Feinstein (D-Calif.) and Sen. Mark Udall (D-Colo.) have argued that the internal review documents acknowledge CIA wrongdoing and are at odds with what is now the agency’s official account of the interrogation program. The senators have indicated that the internal review supports the Senate panel’s findings that the program was mismanaged, led to misconduct, and was ultimately ineffective — things the CIA’s official response submitted last year disputes at least in part.
Efforts by CIA officials to minimize the thoroughness of the earlier internal review could help bolster the agency’s argument that the review-related documents were cursory and off base.
“Basically, it was just looking at the material that was being provided to the Hill,” Panetta told POLITICO in a brief interview Tuesday. “There wasn’t any kind of formal study. They call it ‘the Panetta review,’ but it wasn’t a formal study.”

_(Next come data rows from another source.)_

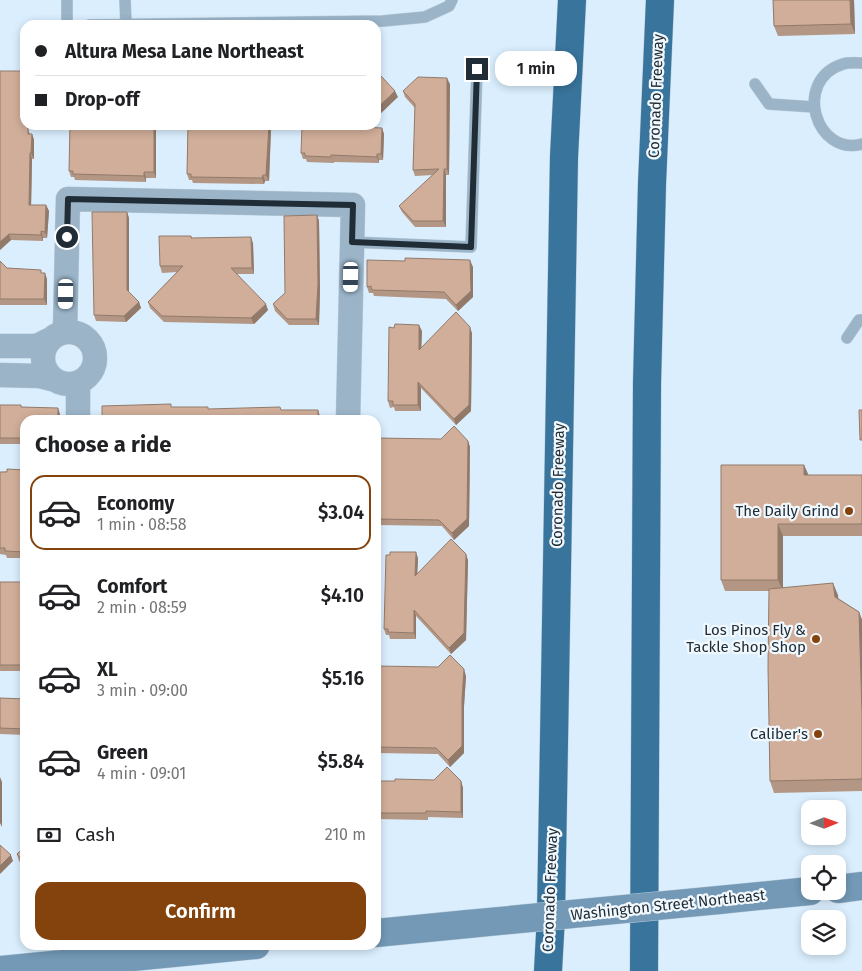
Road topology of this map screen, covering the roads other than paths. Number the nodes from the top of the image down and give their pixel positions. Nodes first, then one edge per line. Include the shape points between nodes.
1 (67, 0) edge
2 (125, 0) edge
3 (452, 0) edge
4 (572, 0) edge
5 (660, 0) edge
6 (67, 20) edge
7 (126, 20) edge
8 (381, 21) edge
9 (862, 63) edge
10 (477, 69) dead end
11 (755, 84) dead end
12 (814, 107) junction
13 (862, 144) edge
14 (352, 242) junction
15 (862, 320) edge
16 (57, 336) junction
17 (847, 338) dead end
18 (0, 346) edge
19 (0, 375) edge
20 (52, 378) junction
21 (76, 383) junction
22 (78, 415) edge
23 (348, 415) edge
24 (862, 886) edge
25 (846, 888) edge
26 (801, 892) edge
27 (381, 933) edge
28 (205, 950) edge
29 (0, 970) edge
30 (548, 971) edge
31 (644, 971) edge

1 - 6 lane
2 - 7 lane
3 - 8 lane via 449,6 425,17
4 - 30 highway, Coronado Freeway via 564,157
5 - 31 highway, Coronado Freeway via 647,384
9 - 12 lane via 845,63 823,77 817,85
10 - 14 lane via 471,247
11 - 12 lane via 769,104
12 - 13 lane via 824,132 834,140 847,145
14 - 16 street via 353,205 68,199
14 - 23 street
15 - 17 lane
16 - 18 street via 36,346
16 - 20 street via 45,348 43,356
16 - 21 street via 74,332 82,335 94,350 90,374
19 - 20 street
20 - 21 street via 68,384
21 - 22 street
24 - 25 street
26 - 27 street, Washington Street Northeast, bridge
28 - 29 street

Panetta’s CIA chief of staff, Jeremy Bash echoed that position. “The purpose of the group Panetta put together was to keep track of the materials and documents that were being provided to the committee because the scope and breadth of the documents were really unprecedented,” he said in an interview.
“They were drafts. They were incomplete and they were never provided to Director Panetta,” Bash added on MSNBC, speaking about the review materials obtained by the Senate.
The ongoing fight over the reviews and Tuesday’s charges and counter-charges between the agency and Senate are also awkward for CIA Director John Brennan, a senior official at CIA in the Bush years who has said he objected to the most aggressive techniques used against terror suspects.
Brennan on Tuesday denied any intent to spy on congressional aides, while also sending agency employees a letter which described as “very serious matter” the Senate staffers’ acquisition of documents related to the CIA’s internal interrogation review.
At an open Senate Intelligence Committee hearing in January, Brennan also played down the scope of the inquiry the CIA conducted into its interrogation practices.
“It wasn’t a review, Senator, it was a summary,” the director said in response to questions from Udall.